When Eriksson was confronted with Owen's recent complaints about England's style of play, and their reliance on long balls, he retorted with the aside that he had listened to that "for 30 years from strikers who are not scoring". It was a withering put-down, and very rare for Eriksson, who then let himself down by checking back and adding weakly that perhaps Owen was right.

It is still Eriksson's fervent wish that England win Group B although, typically for him, he seems nonplussed that the nation's last victory over Sweden was in 1968, only adding that 11 games and 38 years are "a long time". On that day, at Wembley in May 1968, Keith Newton and Brian Labone were in the England team and Martin Peters, Bobby Charlton and Roger Hunt the goalscorers in a 3-1 win. Meanwhile, a 20-year-old Eriksson was carving out a distinctly average playing career with his home-town team Torsby in the Swedish Third Division.

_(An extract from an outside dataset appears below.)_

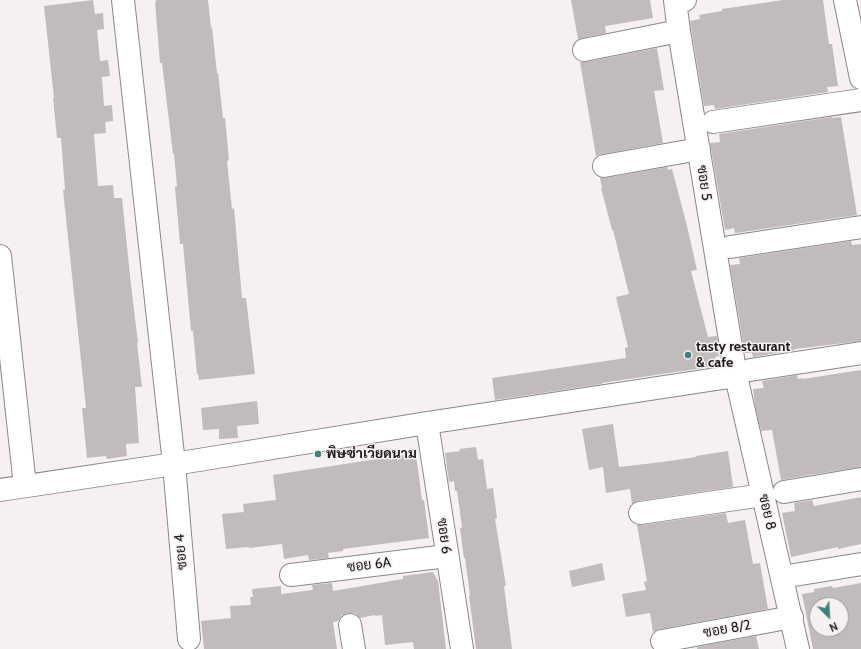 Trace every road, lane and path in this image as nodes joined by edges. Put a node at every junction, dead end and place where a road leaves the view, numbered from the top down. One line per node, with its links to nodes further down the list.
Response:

His record against Sweden as England manager has been poor: two draws - a friendly in 2001 and a group game in the 2002 World Cup - as well as a dreadful defeat in Gothenburg in March 2004. If you think the England team have problems now, the team for that game included Darius Vassell in attack and Alan Thompson, who was the unfortunate asked to play on the left side of midfield and was subsequently never invited back.

In Sweden, however, they are still bemused, it seems, as to how such an inoffensive little man should be the focus for such fierce derision and criticism. Eriksson explained how the first question in his Swedish television interview was why, with two victories and six points so far, he was the subject of such scorn. "That's England," he said with his usual good nature and absence of malice.

The Swedes have already bestowed upon Eriksson the highest possible civic honour they have to give, the King's Medal, and he joked that they had promised it will not be rescinded if he finally breaks the jinx and beats them tonight. Not that Eriksson would ever make a big deal of victory, but he was talking and acting like a different kind of manager yesterday: the kind who has his star man back and is beginning to think that anything is possible.